▶ **What you need to do**: The reply should hold every entry exactly as written and none of the pictures.

▶ **Extracted material**:

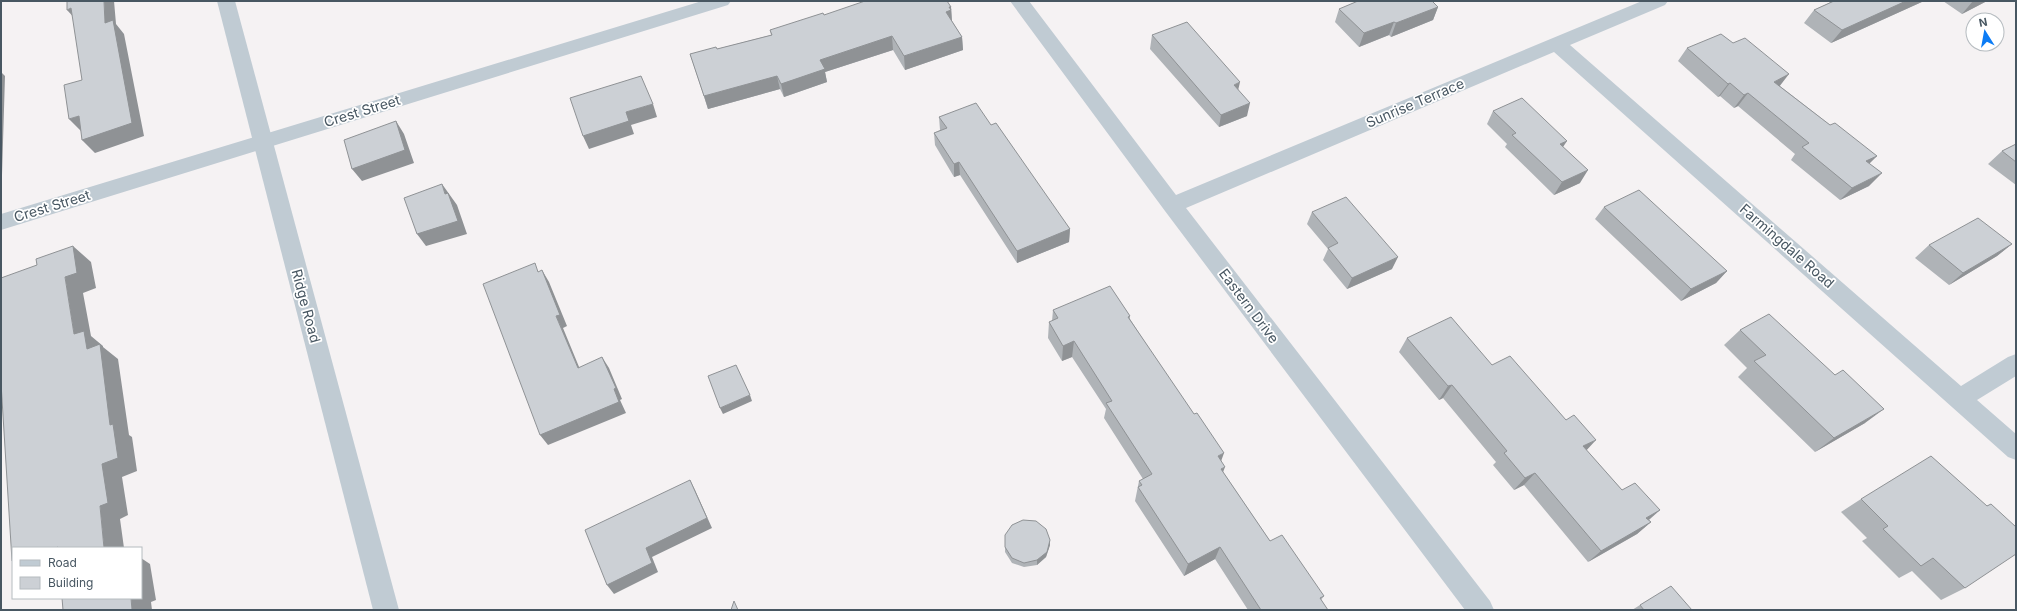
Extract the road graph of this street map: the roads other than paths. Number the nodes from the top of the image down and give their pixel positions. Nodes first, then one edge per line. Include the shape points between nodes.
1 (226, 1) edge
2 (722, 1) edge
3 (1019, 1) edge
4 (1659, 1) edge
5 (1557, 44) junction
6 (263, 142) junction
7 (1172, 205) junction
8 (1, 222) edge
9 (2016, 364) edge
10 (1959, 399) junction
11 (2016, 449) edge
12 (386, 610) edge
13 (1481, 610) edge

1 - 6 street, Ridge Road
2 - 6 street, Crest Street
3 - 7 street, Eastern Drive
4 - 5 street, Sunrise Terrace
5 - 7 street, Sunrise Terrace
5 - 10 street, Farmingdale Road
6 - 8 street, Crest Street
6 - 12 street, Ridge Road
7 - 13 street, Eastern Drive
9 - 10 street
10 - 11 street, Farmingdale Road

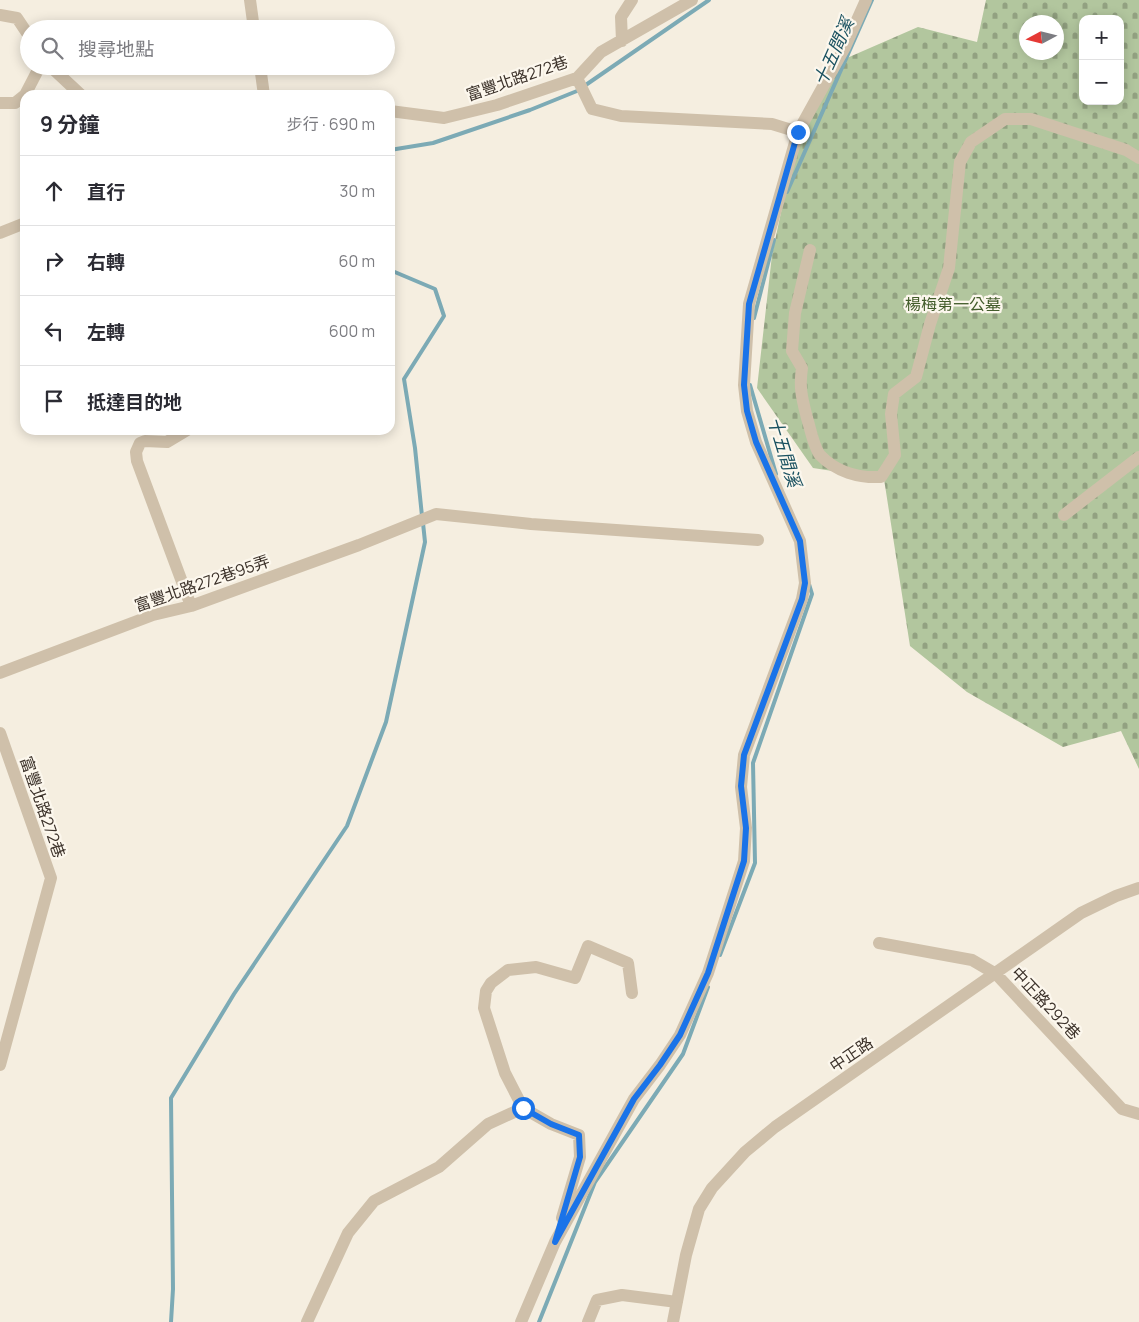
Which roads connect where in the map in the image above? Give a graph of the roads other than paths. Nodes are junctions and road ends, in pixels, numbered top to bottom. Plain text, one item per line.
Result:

▶ **Completed exercise**:
Extract the road graph of this street map: the roads other than paths. Number the nodes from the top of the image down and give their pixel positions. Nodes first, then one edge per line. Include the shape points between nodes.
1 (226, 1) edge
2 (722, 1) edge
3 (1019, 1) edge
4 (1659, 1) edge
5 (1557, 44) junction
6 (263, 142) junction
7 (1172, 205) junction
8 (1, 222) edge
9 (2016, 364) edge
10 (1959, 399) junction
11 (2016, 449) edge
12 (386, 610) edge
13 (1481, 610) edge

1 - 6 street, Ridge Road
2 - 6 street, Crest Street
3 - 7 street, Eastern Drive
4 - 5 street, Sunrise Terrace
5 - 7 street, Sunrise Terrace
5 - 10 street, Farmingdale Road
6 - 8 street, Crest Street
6 - 12 street, Ridge Road
7 - 13 street, Eastern Drive
9 - 10 street
10 - 11 street, Farmingdale Road

Which roads connect where in the map in the image above? Give a graph of the roads other than paths. Nodes are junctions and road ends, in pixels, numbered top to bottom. Plain text, one item per line.
Result:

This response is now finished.